And you think, well, we’re doing independent conferences, we don’t get that kind of thing, and we don’t just do this for big business, we do this for “the community.” Sure, of course, Big Brother loves you:

So at independent conferences, or rather those controlled by the enemy vendor, just gather information. At independent conferences, subvert them. Find the people who choose who goes on the agenda and who doesn’t. Send that person all the free software in the world they want. Find out if their kids are in school, find out what school they go to, send them free software; see what kind of car they drive, send them a little keyring with that car’s logo on it, you know. Anything, anything. Love those people. Just suck up to them so hard your face collapses. I mean, those people…those people are so valuable to you, it’s beyond belief, because they control who goes on that session or not.

-”Power Evangelism” by James Plamondon, from (Plaintiff’s exhibit 2456) in Comes vs. Microsoft

What about you folks who call yourselves “independent consultants.” You “independent” folks who got mind of your own. Sure, it’s all part of the evangelical system:

Consultants are really important. Consultants are independent evangelists. They’re people who are out there doing our job for us, or doing somebody else’s job against us, without even being paid for it. We don’t even have to pay ‘em nothing! This is great. We don’t even have to give them stock options. They must be on the bleeding edge in order to sell their services. The only reason you hire a consultant to do something is because you don’t know how, because consultants are, by definition, these expensive guys who help you go around and help you do something that you haven’t figured out how to do yet, get your projects started, and so on. So they have to be on the bleeding edge, which means they have to be in tight with Microsoft, or somebody else, or else they can’t do their job well. Sucking up to consultants pays off very well.

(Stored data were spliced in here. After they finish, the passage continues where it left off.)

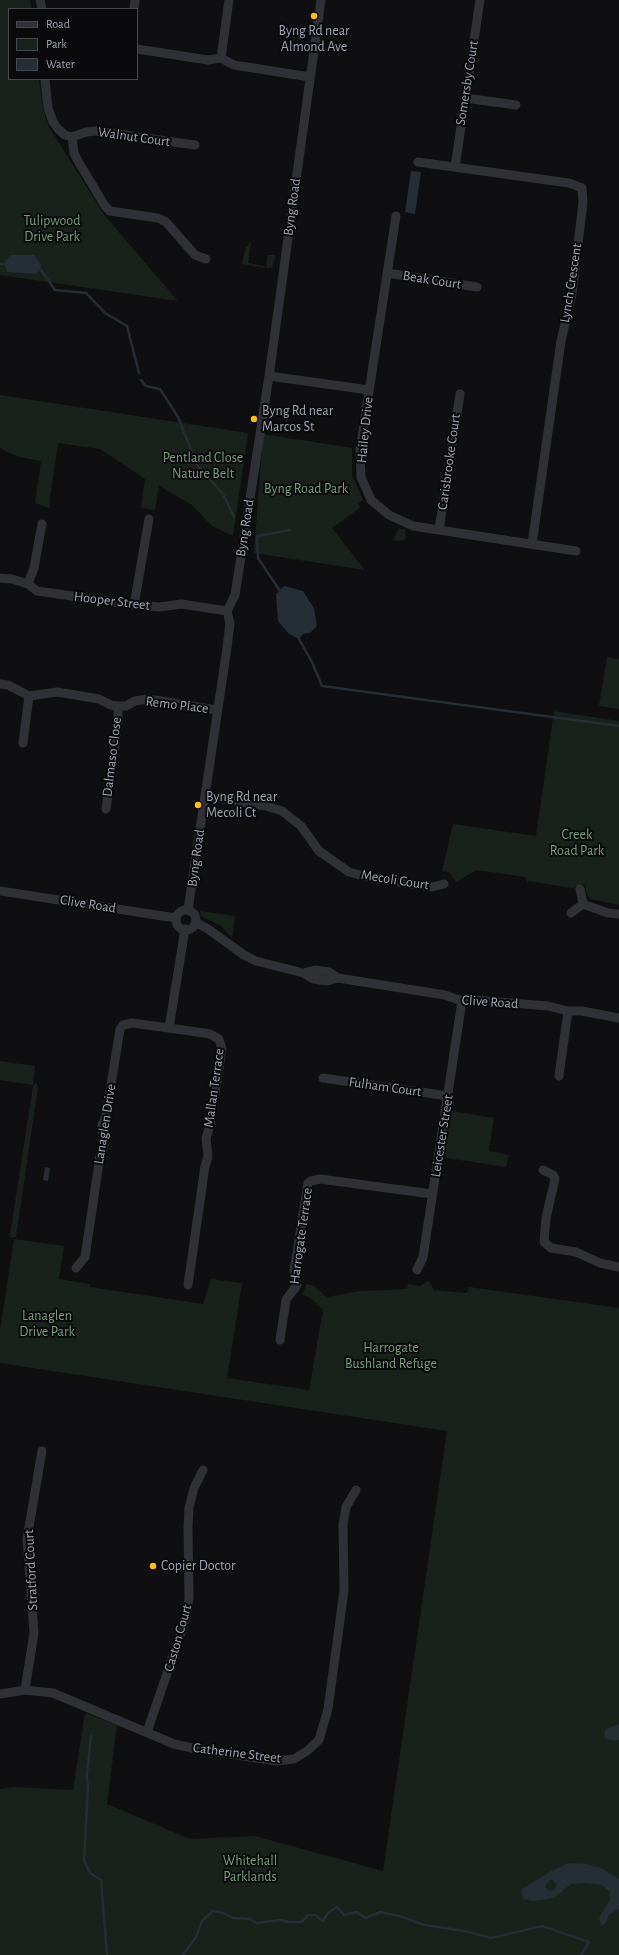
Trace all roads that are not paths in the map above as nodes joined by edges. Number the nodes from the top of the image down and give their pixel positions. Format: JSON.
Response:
{"nodes":[{"id":1,"x":230,"y":0,"type":"edge"},
{"id":2,"x":321,"y":0,"type":"edge"},
{"id":3,"x":480,"y":0,"type":"edge"},
{"id":4,"x":138,"y":49,"type":"edge"},
{"id":5,"x":221,"y":58,"type":"junction"},
{"id":6,"x":310,"y":77,"type":"junction"},
{"id":7,"x":45,"y":80,"type":"edge"},
{"id":8,"x":465,"y":98,"type":"junction"},
{"id":9,"x":516,"y":106,"type":"dead end"},
{"id":10,"x":72,"y":137,"type":"junction"},
{"id":11,"x":195,"y":145,"type":"dead end"},
{"id":12,"x":418,"y":162,"type":"dead end"},
{"id":13,"x":454,"y":167,"type":"junction"},
{"id":14,"x":396,"y":216,"type":"dead end"},
{"id":15,"x":206,"y":259,"type":"dead end"},
{"id":16,"x":387,"y":273,"type":"junction"},
{"id":17,"x":477,"y":287,"type":"dead end"},
{"id":18,"x":269,"y":376,"type":"junction"},
{"id":19,"x":369,"y":390,"type":"junction"},
{"id":20,"x":460,"y":394,"type":"dead end"},
{"id":21,"x":149,"y":519,"type":"dead end"},
{"id":22,"x":42,"y":524,"type":"dead end"},
{"id":23,"x":439,"y":530,"type":"junction"},
{"id":24,"x":532,"y":544,"type":"junction"},
{"id":25,"x":576,"y":551,"type":"dead end"},
{"id":26,"x":0,"y":578,"type":"edge"},
{"id":27,"x":28,"y":584,"type":"junction"},
{"id":28,"x":134,"y":605,"type":"junction"},
{"id":29,"x":227,"y":611,"type":"junction"},
{"id":30,"x":0,"y":684,"type":"edge"},
{"id":31,"x":29,"y":696,"type":"junction"},
{"id":32,"x":118,"y":706,"type":"junction"},
{"id":33,"x":217,"y":710,"type":"junction"},
{"id":34,"x":22,"y":743,"type":"dead end"},
{"id":35,"x":205,"y":796,"type":"junction"},
{"id":36,"x":106,"y":809,"type":"dead end"},
{"id":37,"x":444,"y":884,"type":"dead end"},
{"id":38,"x":580,"y":889,"type":"dead end"},
{"id":39,"x":0,"y":891,"type":"edge"},
{"id":40,"x":582,"y":904,"type":"junction"},
{"id":41,"x":188,"y":910,"type":"junction"},
{"id":42,"x":571,"y":913,"type":"dead end"},
{"id":43,"x":619,"y":914,"type":"edge"},
{"id":44,"x":176,"y":918,"type":"junction"},
{"id":45,"x":195,"y":922,"type":"junction"},
{"id":46,"x":184,"y":929,"type":"junction"},
{"id":47,"x":462,"y":1001,"type":"junction"},
{"id":48,"x":568,"y":1011,"type":"junction"},
{"id":49,"x":619,"y":1018,"type":"edge"},
{"id":50,"x":170,"y":1028,"type":"junction"},
{"id":51,"x":559,"y":1076,"type":"dead end"},
{"id":52,"x":323,"y":1078,"type":"dead end"},
{"id":53,"x":448,"y":1096,"type":"junction"},
{"id":54,"x":543,"y":1170,"type":"dead end"},
{"id":55,"x":432,"y":1194,"type":"junction"},
{"id":56,"x":619,"y":1267,"type":"edge"},
{"id":57,"x":76,"y":1268,"type":"dead end"},
{"id":58,"x":417,"y":1270,"type":"dead end"},
{"id":59,"x":188,"y":1285,"type":"dead end"},
{"id":60,"x":280,"y":1340,"type":"dead end"},
{"id":61,"x":42,"y":1451,"type":"dead end"},
{"id":62,"x":203,"y":1470,"type":"dead end"},
{"id":63,"x":356,"y":1490,"type":"dead end"},
{"id":64,"x":25,"y":1690,"type":"junction"},
{"id":65,"x":0,"y":1694,"type":"edge"},
{"id":66,"x":147,"y":1732,"type":"junction"}],
"edges":[{"from":1,"to":5,"type":"street"},
{"from":2,"to":6,"type":"street","name":"Byng Road"},
{"from":3,"to":8,"type":"street","name":"Somersby Court"},
{"from":4,"to":5,"type":"street"},
{"from":5,"to":6,"type":"street"},
{"from":6,"to":18,"type":"street","name":"Byng Road"},
{"from":7,"to":10,"type":"street"},
{"from":8,"to":9,"type":"street"},
{"from":8,"to":13,"type":"street","name":"Somersby Court"},
{"from":10,"to":11,"type":"street","name":"Walnut Court"},
{"from":10,"to":15,"type":"street"},
{"from":12,"to":13,"type":"street","name":"Lynch Crescent"},
{"from":13,"to":24,"type":"street","name":"Lynch Crescent"},
{"from":14,"to":16,"type":"street","name":"Hailey Drive"},
{"from":16,"to":17,"type":"street","name":"Beak Court"},
{"from":16,"to":19,"type":"street","name":"Hailey Drive"},
{"from":18,"to":19,"type":"street"},
{"from":18,"to":29,"type":"street","name":"Byng Road"},
{"from":19,"to":23,"type":"street","name":"Hailey Drive"},
{"from":20,"to":23,"type":"street","name":"Carisbrooke Court"},
{"from":21,"to":28,"type":"street"},
{"from":22,"to":27,"type":"street"},
{"from":23,"to":24,"type":"street","name":"Hailey Drive"},
{"from":24,"to":25,"type":"street","name":"Hailey Drive"},
{"from":26,"to":27,"type":"street","name":"Hooper Street"},
{"from":27,"to":28,"type":"street","name":"Hooper Street"},
{"from":28,"to":29,"type":"street","name":"Hooper Street"},
{"from":29,"to":33,"type":"street","name":"Byng Road"},
{"from":30,"to":31,"type":"street"},
{"from":31,"to":32,"type":"street"},
{"from":31,"to":34,"type":"street"},
{"from":32,"to":33,"type":"street","name":"Remo Place"},
{"from":32,"to":36,"type":"street","name":"Dalmaso Close"},
{"from":33,"to":35,"type":"street","name":"Byng Road"},
{"from":35,"to":37,"type":"street","name":"Mecoli Court"},
{"from":35,"to":41,"type":"street","name":"Byng Road"},
{"from":38,"to":40,"type":"street"},
{"from":39,"to":44,"type":"street","name":"Clive Road"},
{"from":40,"to":42,"type":"street"},
{"from":40,"to":43,"type":"street"},
{"from":41,"to":44,"type":"street"},
{"from":41,"to":45,"type":"street"},
{"from":44,"to":46,"type":"street"},
{"from":45,"to":46,"type":"street"},
{"from":45,"to":47,"type":"street","name":"Clive Road"},
{"from":46,"to":50,"type":"street"},
{"from":47,"to":48,"type":"street","name":"Clive Road"},
{"from":47,"to":53,"type":"street","name":"Leicester Street"},
{"from":48,"to":49,"type":"street","name":"Clive Road"},
{"from":48,"to":51,"type":"street"},
{"from":50,"to":57,"type":"street","name":"Lanaglen Drive"},
{"from":50,"to":59,"type":"street","name":"Mallan Terrace"},
{"from":52,"to":53,"type":"street","name":"Fulham Court"},
{"from":53,"to":55,"type":"street","name":"Leicester Street"},
{"from":54,"to":56,"type":"street"},
{"from":55,"to":58,"type":"street","name":"Leicester Street"},
{"from":55,"to":60,"type":"street","name":"Harrogate Terrace"},
{"from":61,"to":64,"type":"street","name":"Stratford Court"},
{"from":62,"to":66,"type":"street","name":"Caston Court"},
{"from":63,"to":66,"type":"street","name":"Catherine Street"},
{"from":64,"to":65,"type":"street","name":"Catherine Street"},
{"from":64,"to":66,"type":"street","name":"Catherine Street"}]}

They also have the patina of objectivity: this very thin layer, they can say, I don’t work for Microsoft, I’m not just spouting the Microsoft party line, but…here’s the Microsoft party line, OK? So, a very thin appearance of objectivity. Contract programming houses are the same way. If you need some sample code written, or a book or an article, or anything like that, for God’s sake don’t write it yourself. Get them to do it, because then you can do something else, like getting somebody else to do part of your work for you.

It’s not only frees you up to do something else, it’s getting them to do something so that now they’re committed to it, right? They’ve written this book on OLE. They’ve learned a lot about OLE. If that doesn’t pay off for them, then they’re losing all that time, so it’s in their interest to stomp open.doc into the ground and to make OLE successful, right?

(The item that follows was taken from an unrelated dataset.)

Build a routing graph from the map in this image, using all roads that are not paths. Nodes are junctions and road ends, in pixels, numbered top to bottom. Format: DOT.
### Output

You want to get these people bought into stuff. You do that by throwing business their way. Consultants are one of the primary keys to effective evangelism.

-”Power Evangelism” by James Plamondon, from (Plaintiff’s exhibit 2456) in Comes vs. Microsoft

So you think - hey, I got nothing to do with these techie things. I’m just an Internet user, a “netizen” and a computer user; I’m just a consumer, and we consumers have got our rights too. Well, here’s what one of America’s most “prolific, provocative and brilliant judges, legal scholars and public intellectuals of all time” has to say about you users and consumers, especially in today’s economic crisis:

“A serious, protracted economic crisis can result in changes in consumer behavior that persist after the end of the crisis. A change in consumption, even in some sense involuntary, can be a learning experience. People make what they think will be merely temporary adjustments in their consumption behavior to reduce financial distress but may discover that they like elements of their new consumption pattern; and businesses too, which have reduced their newspaper (and other print-media) ad expenditures drastically. They may never go back.”

- From Judge Richard Posner on his proposal to toughen copyright law to make linking without permission illegal

Yep, that’s one great American mind, even that fantastic lawyer Lawrence Lessig who gave us Creative Commons said of Judge Posner, “There isn’t a federal judge I respect more, both as a judge and person.”

So, you hungry freeloading fans of Evangelist America, Big Brother loves you but don’t you think you got a mind of your own because the Evangelist knows how to make you pay!“Vint Cerf’s “The Internet is for Everyone” and what Evangelist America really thinks of you” By Fatima Lasay, ex-president of the (unincorporated) Internet Society-Philippines, 2009, and ex-member of the Internet Society.

The Culture and Computing project, in retrospect

Thursday, December 13th, 2007

Some three years ago, I wrote a short paper for a Unesco DigiArts workshop on art, technology and education, held in Linz, Austria. Although I was already in Denmark for a different but related event just a few days before the workshop, and my intention was to stay with Trevor in Amsterdam between Denmark and Austria, I was unable to attend the workshop because I was given only a 4-day valid Schengen visa, and it takes over 2 weeks to get another visa.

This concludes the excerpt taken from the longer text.